Exercise instructions: All lines at and after the one containing "middle tip: (1058, 744)", up to the end of the listing below, are to be printed exactly, with the pictures omitted.

Data in this exercise:
--------------------------------------------------

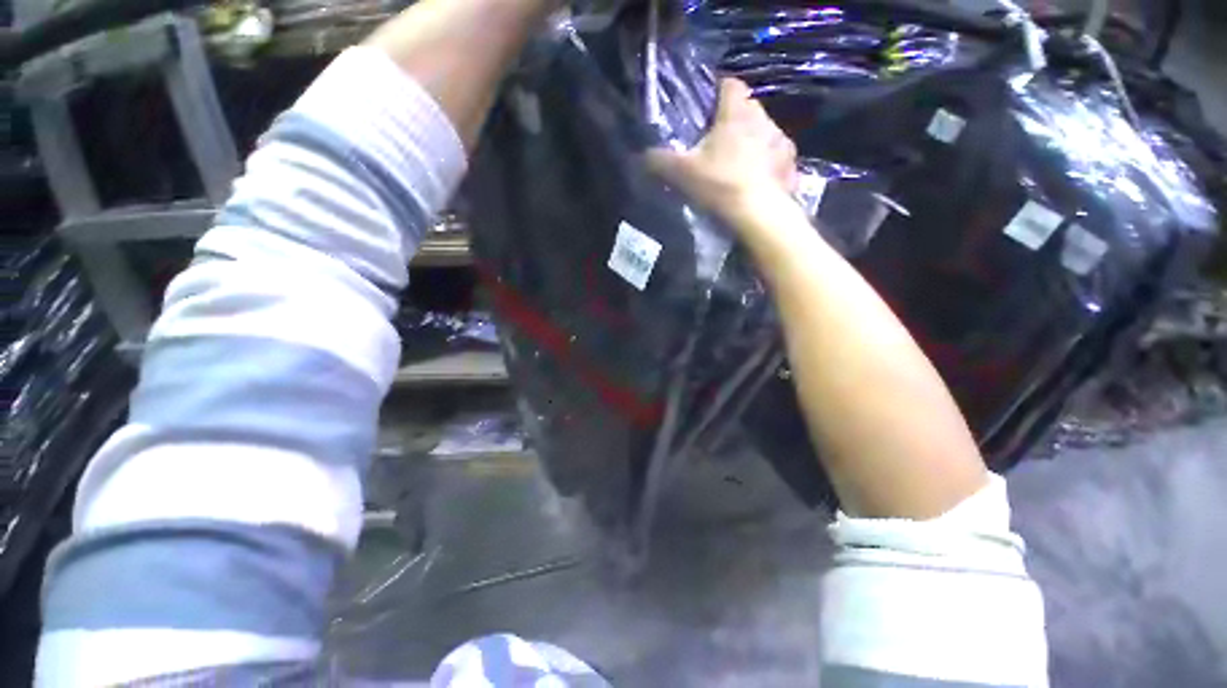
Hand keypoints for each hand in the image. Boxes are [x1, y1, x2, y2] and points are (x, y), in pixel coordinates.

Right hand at [647, 78, 799, 232]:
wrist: (759, 214)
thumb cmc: (720, 184)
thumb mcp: (682, 173)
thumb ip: (660, 161)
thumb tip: (642, 154)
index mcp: (736, 112)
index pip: (729, 84)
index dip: (717, 91)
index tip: (707, 108)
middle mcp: (763, 118)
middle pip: (747, 108)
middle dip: (733, 120)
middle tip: (717, 142)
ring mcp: (781, 141)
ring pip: (764, 131)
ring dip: (752, 141)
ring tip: (738, 164)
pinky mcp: (791, 164)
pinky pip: (777, 157)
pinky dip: (767, 163)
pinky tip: (757, 180)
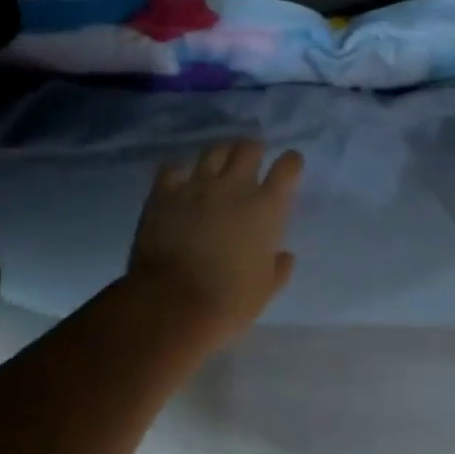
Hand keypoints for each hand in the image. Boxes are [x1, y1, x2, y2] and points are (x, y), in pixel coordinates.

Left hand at [126, 138, 304, 342]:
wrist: (172, 305)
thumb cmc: (228, 302)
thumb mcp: (265, 290)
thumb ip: (279, 268)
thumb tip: (285, 256)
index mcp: (266, 207)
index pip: (287, 167)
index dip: (290, 162)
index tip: (289, 167)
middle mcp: (234, 187)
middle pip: (248, 148)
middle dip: (253, 150)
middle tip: (251, 161)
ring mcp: (196, 186)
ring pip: (213, 151)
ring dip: (220, 155)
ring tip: (218, 165)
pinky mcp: (164, 194)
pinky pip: (172, 168)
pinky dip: (178, 172)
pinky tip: (179, 182)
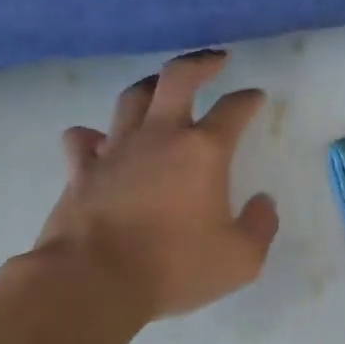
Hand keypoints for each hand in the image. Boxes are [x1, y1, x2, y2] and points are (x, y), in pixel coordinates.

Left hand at [5, 50, 278, 327]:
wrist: (92, 282)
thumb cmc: (173, 268)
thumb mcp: (240, 259)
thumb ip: (261, 226)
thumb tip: (263, 202)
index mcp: (203, 151)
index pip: (234, 109)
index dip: (248, 99)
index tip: (255, 97)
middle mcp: (160, 136)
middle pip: (177, 78)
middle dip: (200, 63)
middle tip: (215, 60)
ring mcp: (116, 149)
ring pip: (132, 98)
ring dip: (151, 86)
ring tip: (162, 87)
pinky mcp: (81, 170)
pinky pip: (84, 140)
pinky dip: (93, 136)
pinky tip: (100, 140)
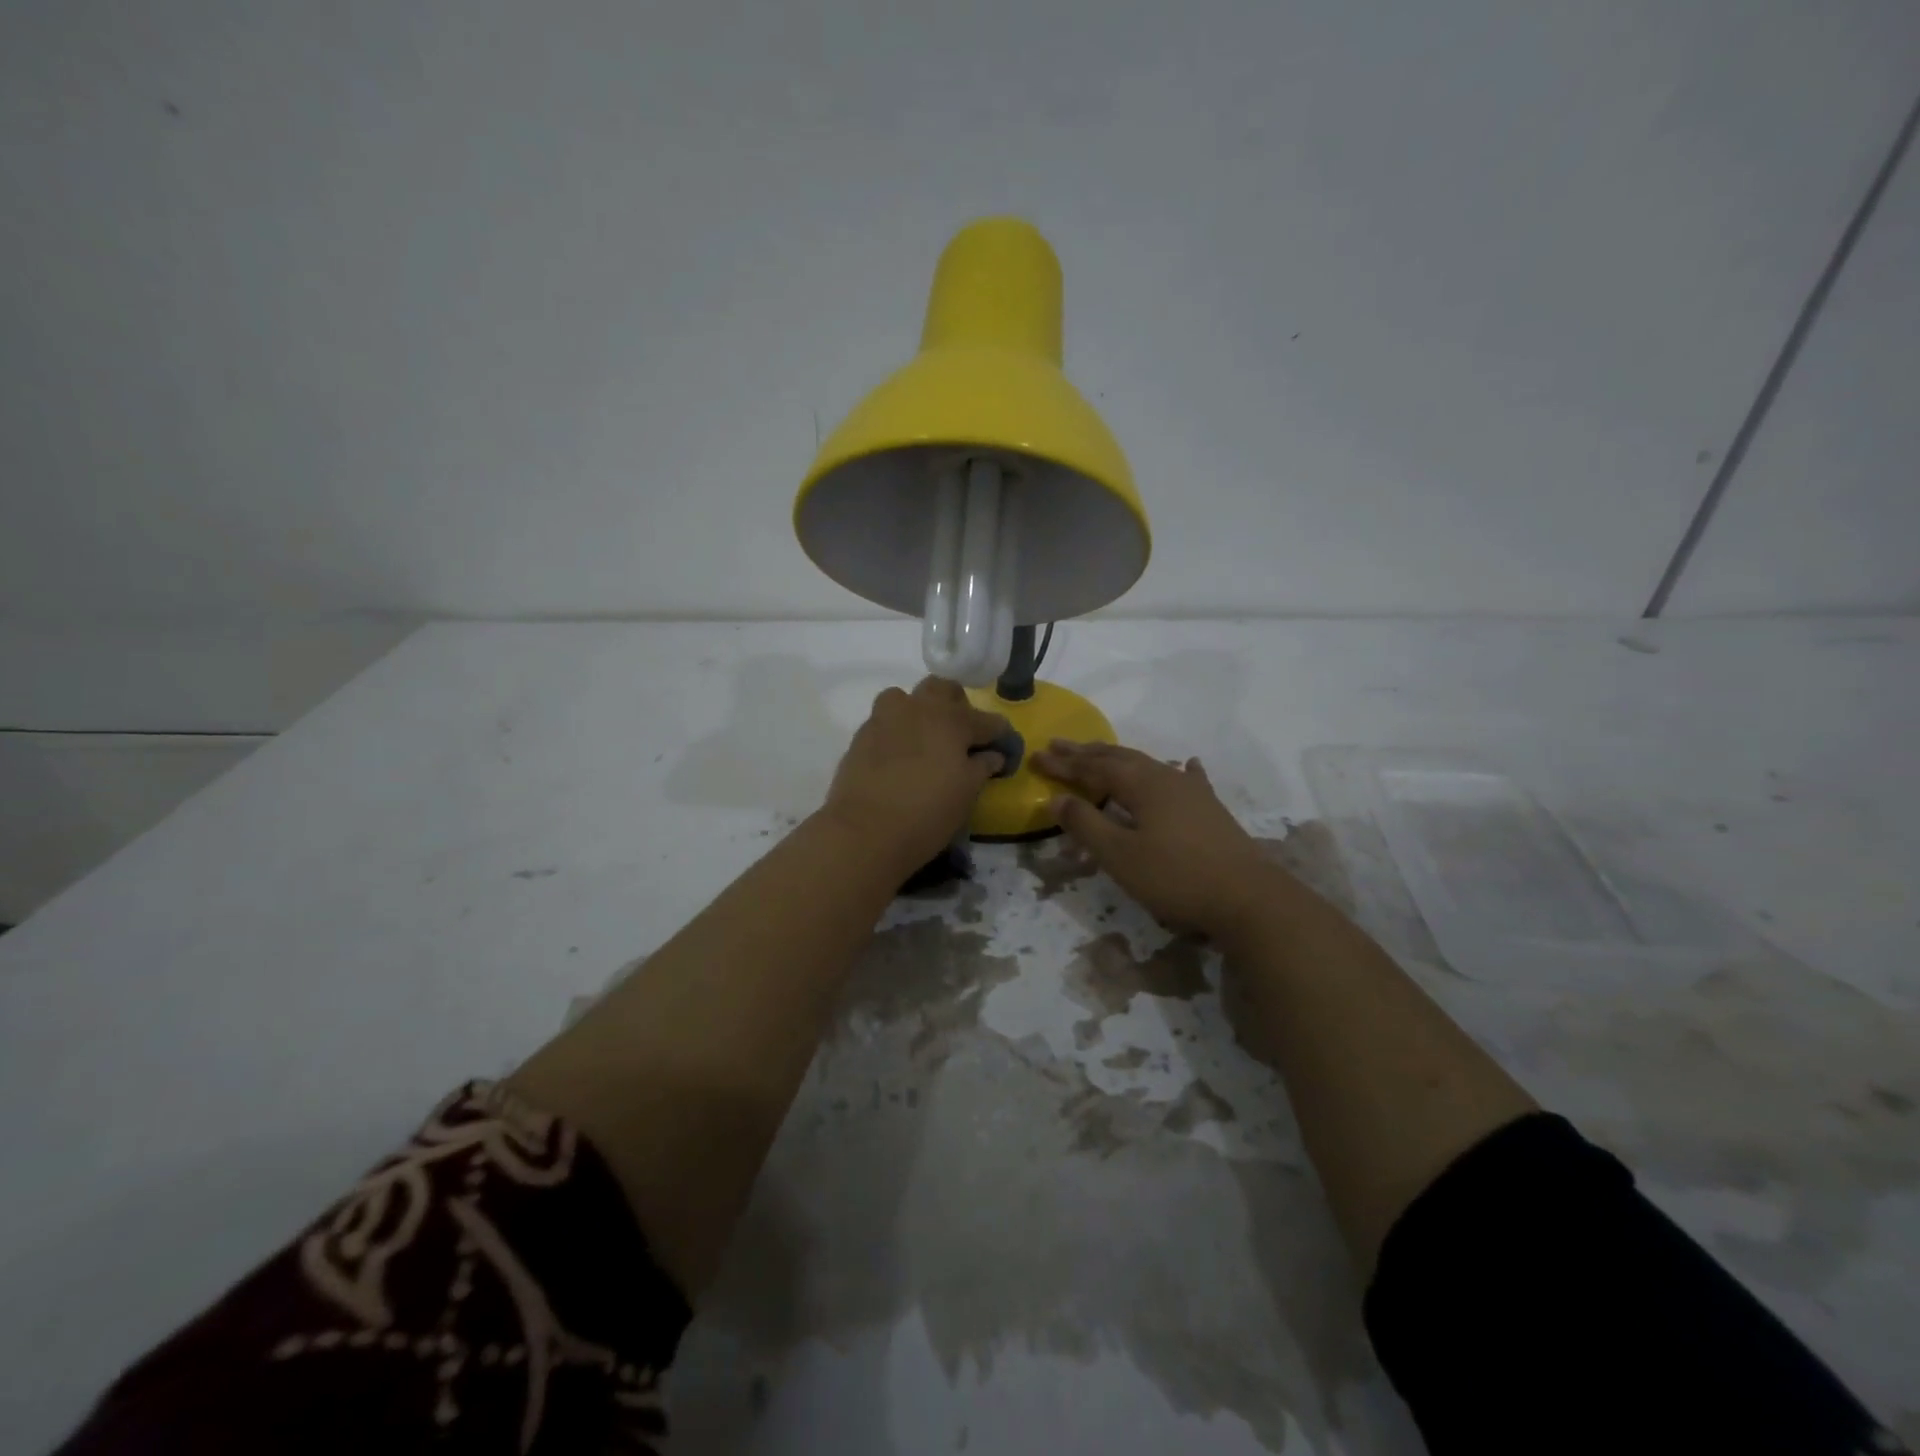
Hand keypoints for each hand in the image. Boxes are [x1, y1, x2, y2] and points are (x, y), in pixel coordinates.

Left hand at [823, 678, 1008, 870]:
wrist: (864, 831)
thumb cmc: (927, 812)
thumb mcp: (966, 793)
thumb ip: (982, 767)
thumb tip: (993, 755)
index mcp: (952, 719)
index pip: (988, 720)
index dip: (1001, 735)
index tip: (1004, 751)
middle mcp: (918, 708)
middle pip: (943, 689)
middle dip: (957, 706)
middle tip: (961, 736)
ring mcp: (885, 718)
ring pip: (906, 698)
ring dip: (919, 711)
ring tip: (924, 741)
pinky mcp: (861, 736)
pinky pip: (884, 721)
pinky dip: (897, 732)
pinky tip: (899, 758)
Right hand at [1033, 741, 1283, 938]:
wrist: (1248, 898)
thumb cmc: (1176, 877)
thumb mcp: (1120, 855)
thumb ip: (1086, 825)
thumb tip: (1056, 797)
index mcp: (1142, 785)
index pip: (1093, 768)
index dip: (1063, 764)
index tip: (1036, 757)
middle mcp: (1166, 778)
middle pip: (1119, 758)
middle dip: (1086, 753)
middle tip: (1058, 744)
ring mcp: (1192, 792)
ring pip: (1149, 764)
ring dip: (1119, 758)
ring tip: (1101, 754)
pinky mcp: (1210, 809)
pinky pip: (1185, 779)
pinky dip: (1177, 769)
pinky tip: (1186, 763)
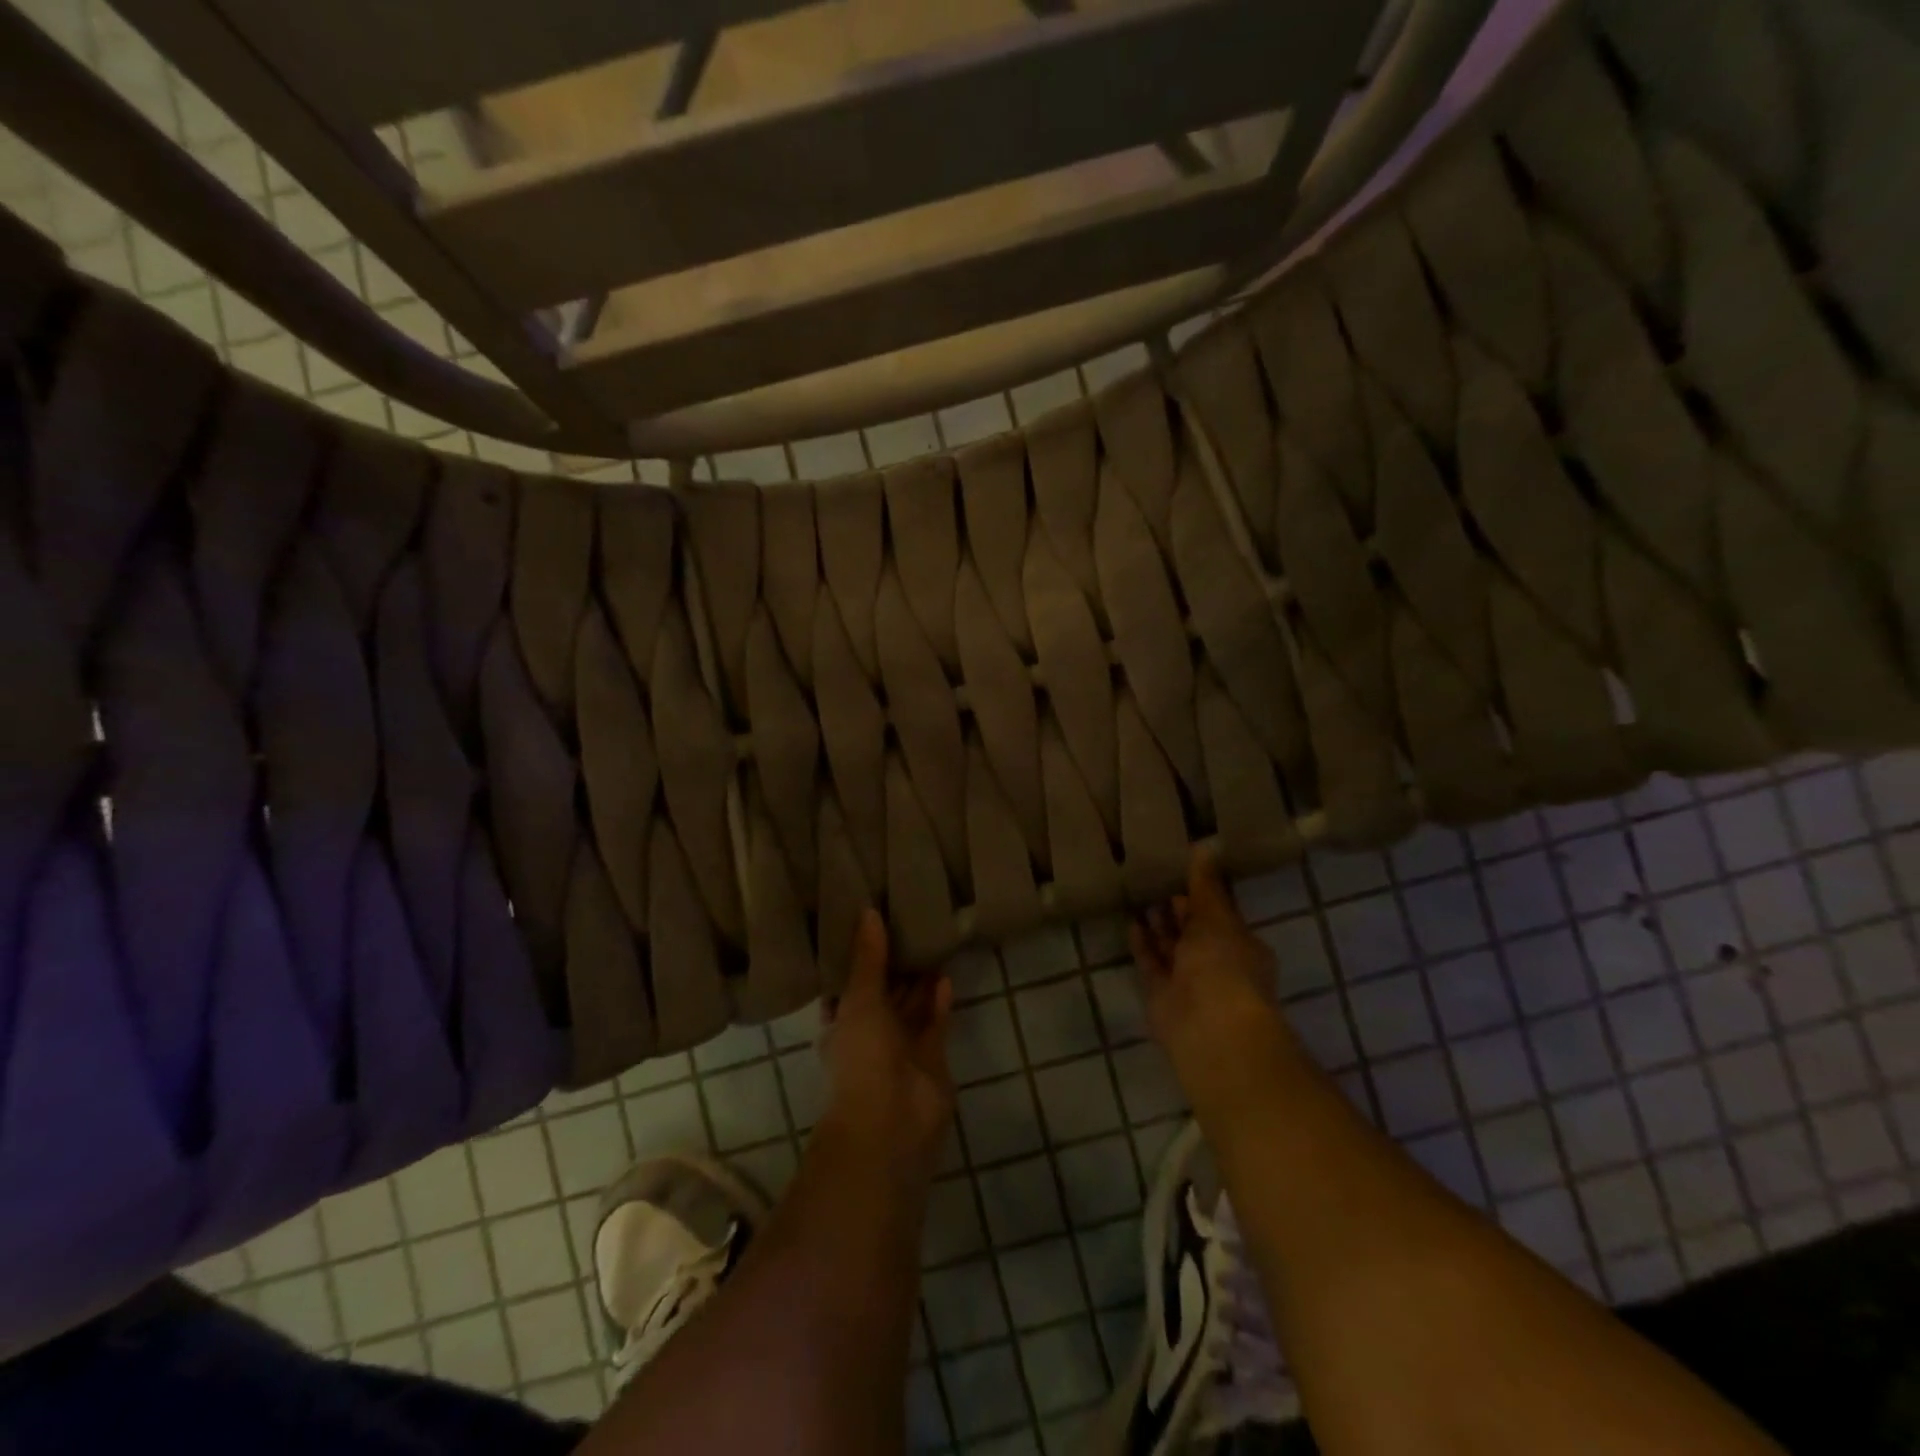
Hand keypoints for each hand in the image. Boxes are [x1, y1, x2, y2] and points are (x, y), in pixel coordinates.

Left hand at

--------------------------------------------------

Solved exercise:
middle tip: (1058, 744)
ring mcp: (1192, 792)
ring pip: (1149, 764)
ring dip: (1119, 758)
ring tip: (1101, 754)
pinky mcp: (1210, 809)
pinky pip: (1185, 779)
pinky dip: (1177, 769)
pinky tip: (1186, 763)
Hand keypoints for each hand in the image. Boxes are [x1, y1, x2, y2] and points are (x, y), in pixel coordinates.

Left hand at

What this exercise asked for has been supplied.